[[ DATA SHOWN open ]]
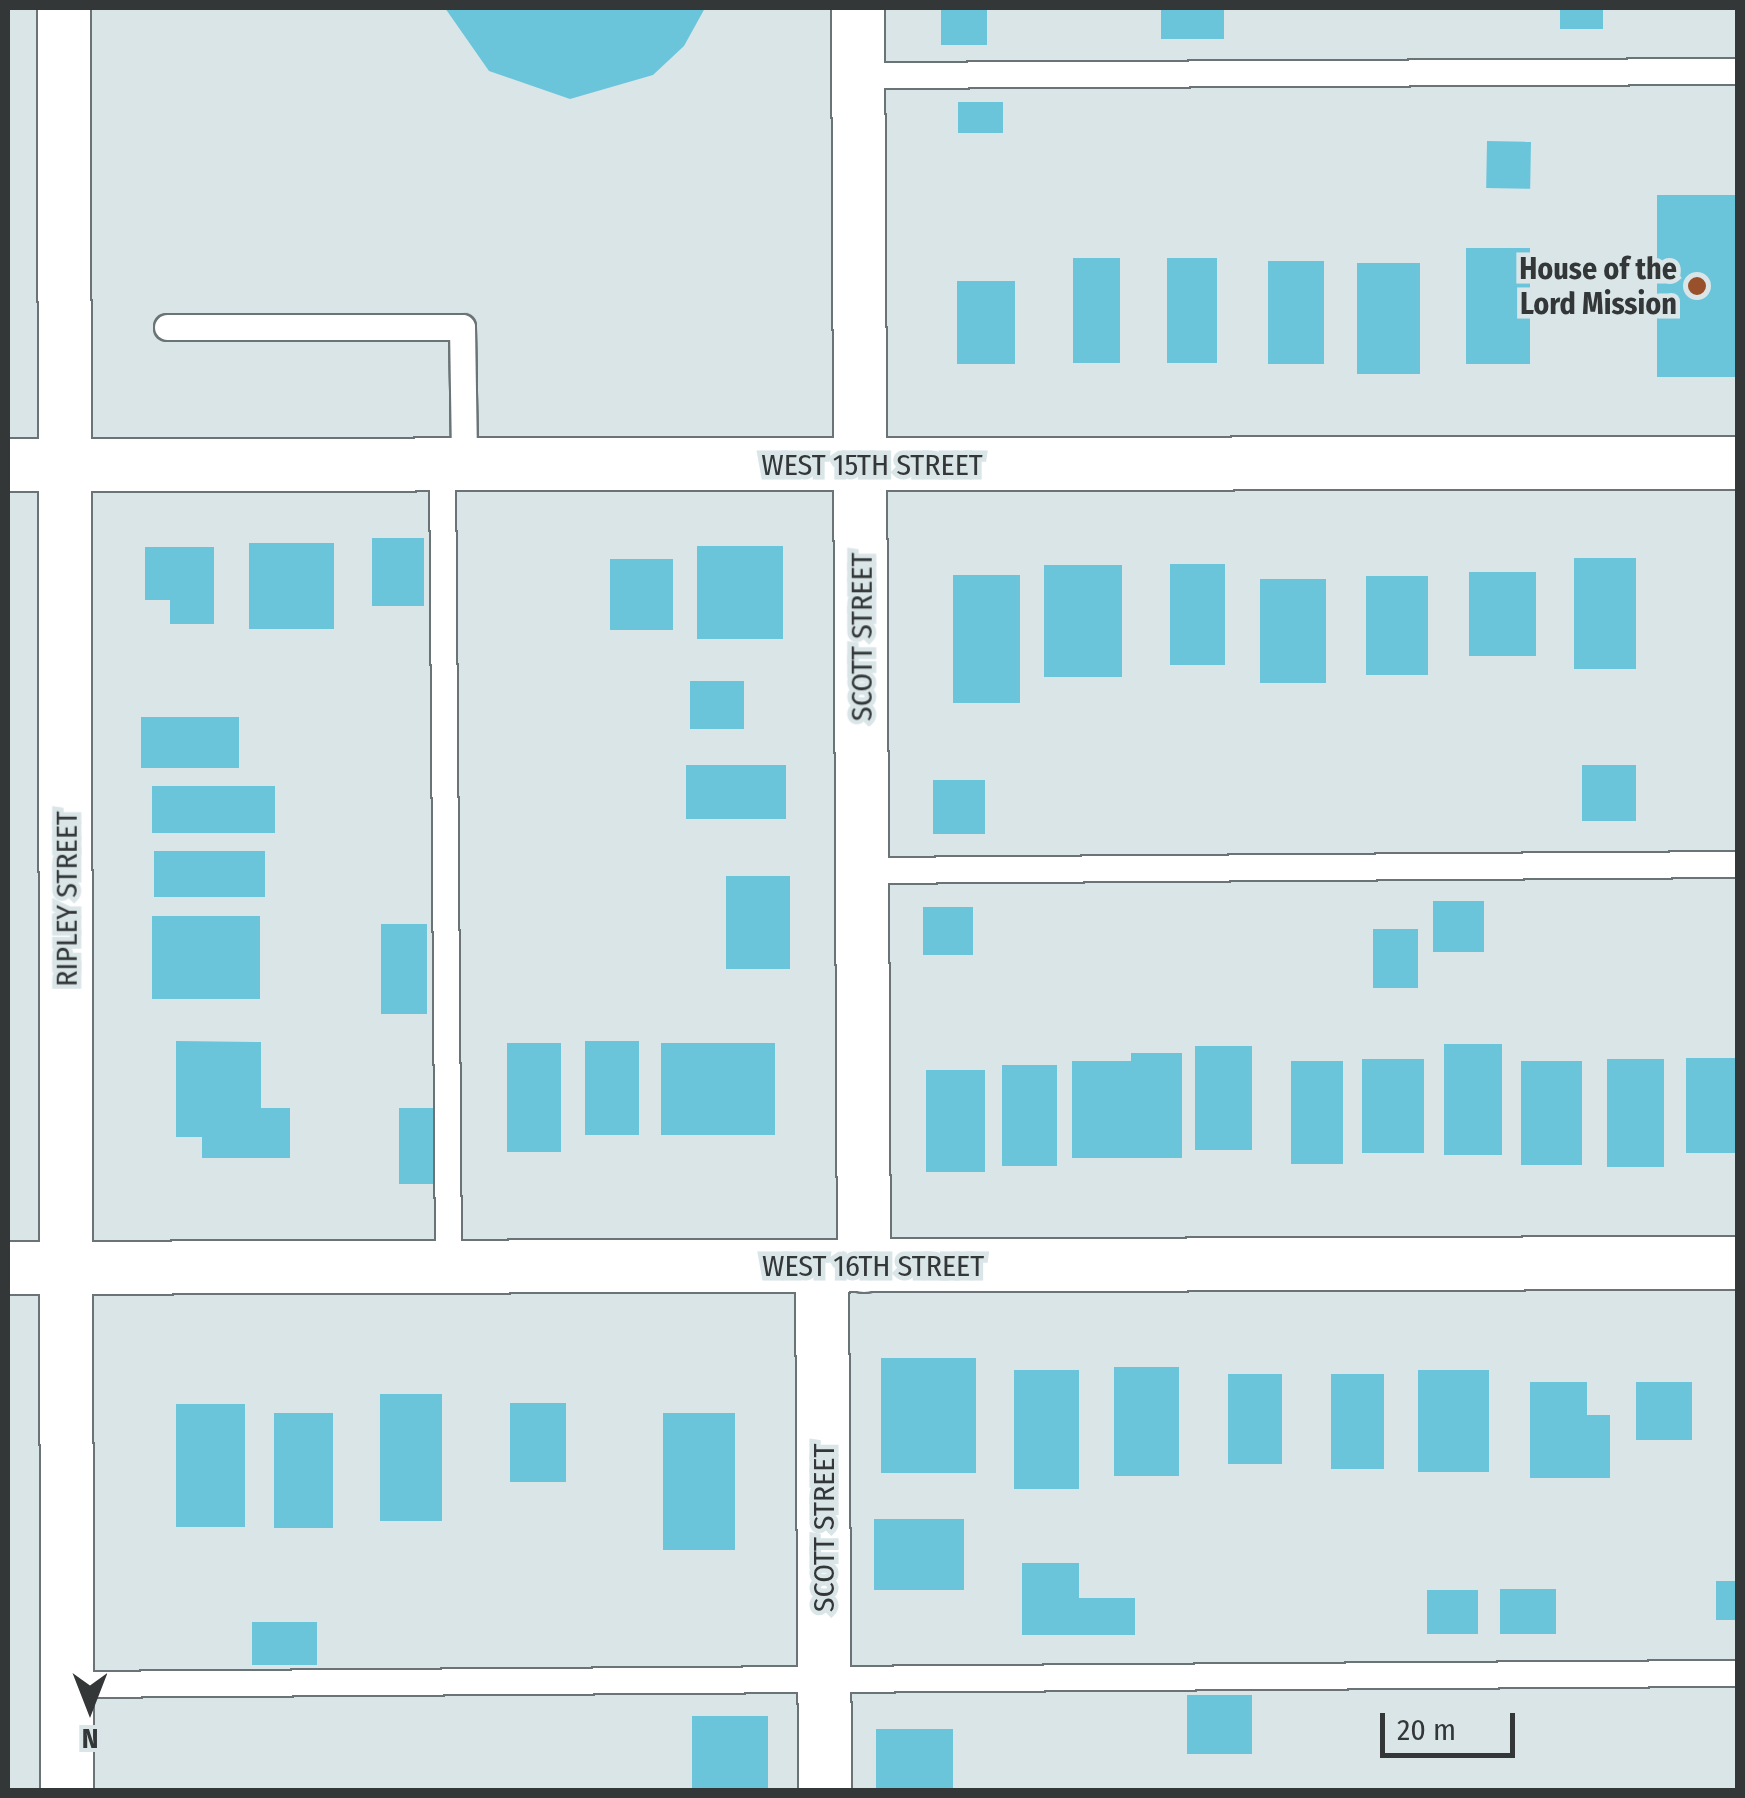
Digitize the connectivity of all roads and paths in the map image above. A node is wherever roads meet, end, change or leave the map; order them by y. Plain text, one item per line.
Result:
[[ DATA SHOWN closed ]]
[[ DATA SHOWN open ]]
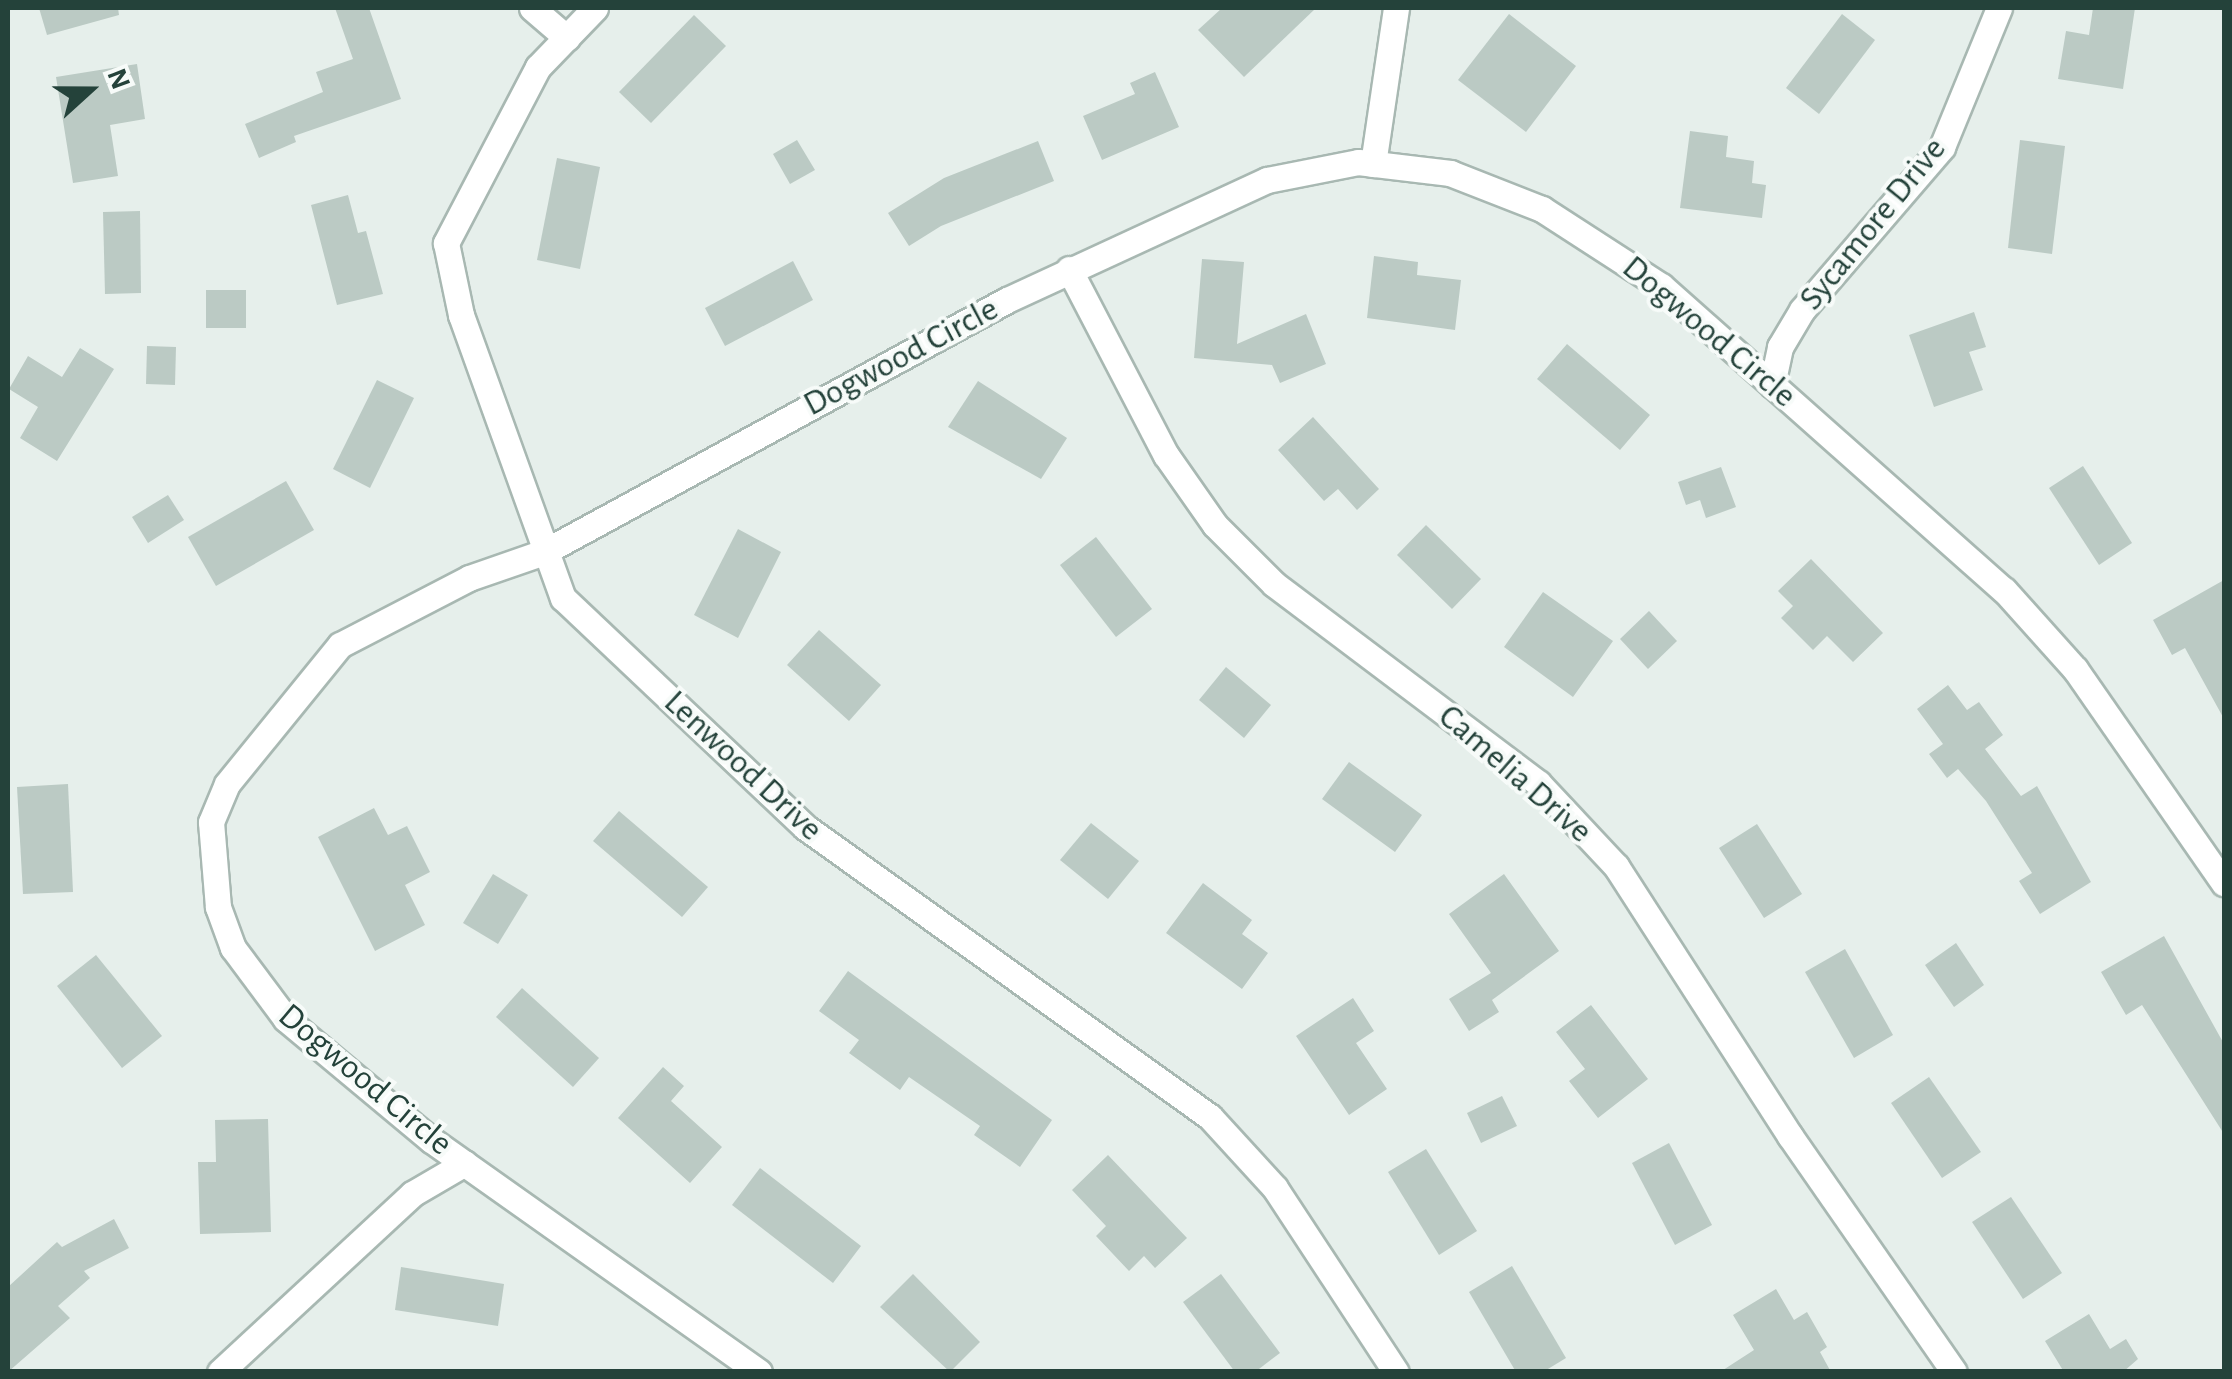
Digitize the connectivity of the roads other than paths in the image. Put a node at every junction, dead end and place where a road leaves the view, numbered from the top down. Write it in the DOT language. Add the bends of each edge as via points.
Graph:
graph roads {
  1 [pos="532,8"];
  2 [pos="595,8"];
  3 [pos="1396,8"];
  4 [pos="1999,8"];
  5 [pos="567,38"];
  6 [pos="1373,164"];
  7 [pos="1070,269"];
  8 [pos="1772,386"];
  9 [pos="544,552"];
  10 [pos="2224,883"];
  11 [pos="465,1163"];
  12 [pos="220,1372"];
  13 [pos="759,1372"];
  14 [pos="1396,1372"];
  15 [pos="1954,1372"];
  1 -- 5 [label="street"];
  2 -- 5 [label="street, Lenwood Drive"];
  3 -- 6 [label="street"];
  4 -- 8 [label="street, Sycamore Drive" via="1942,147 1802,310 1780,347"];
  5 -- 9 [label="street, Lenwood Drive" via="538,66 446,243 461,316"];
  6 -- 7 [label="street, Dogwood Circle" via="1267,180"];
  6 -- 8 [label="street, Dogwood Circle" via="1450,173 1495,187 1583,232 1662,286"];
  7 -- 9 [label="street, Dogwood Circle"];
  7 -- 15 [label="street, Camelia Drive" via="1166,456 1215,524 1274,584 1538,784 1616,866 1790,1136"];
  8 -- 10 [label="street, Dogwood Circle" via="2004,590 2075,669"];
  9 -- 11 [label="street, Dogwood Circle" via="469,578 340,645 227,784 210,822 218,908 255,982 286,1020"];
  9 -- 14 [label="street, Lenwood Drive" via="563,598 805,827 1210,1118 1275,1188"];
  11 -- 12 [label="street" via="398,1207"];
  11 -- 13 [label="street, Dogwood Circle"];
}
[[ DATA SHOWN closed ]]
■ **PROBLEM DESCRIPTION**
Gather from the data above every line with the string "connectivity".

■ **RESULT FOR THIS EXERCISE**
Digitize the connectivity of all roads and paths in the map image above. A node is wherever roads meet, end, change or leave the map; order them by y. Plain text, one item per line.
Digitize the connectivity of the roads other than paths in the image. Put a node at every junction, dead end and place where a road leaves the view, numbered from the top down. Write it in the DOT language. Add the bends of each edge as via points.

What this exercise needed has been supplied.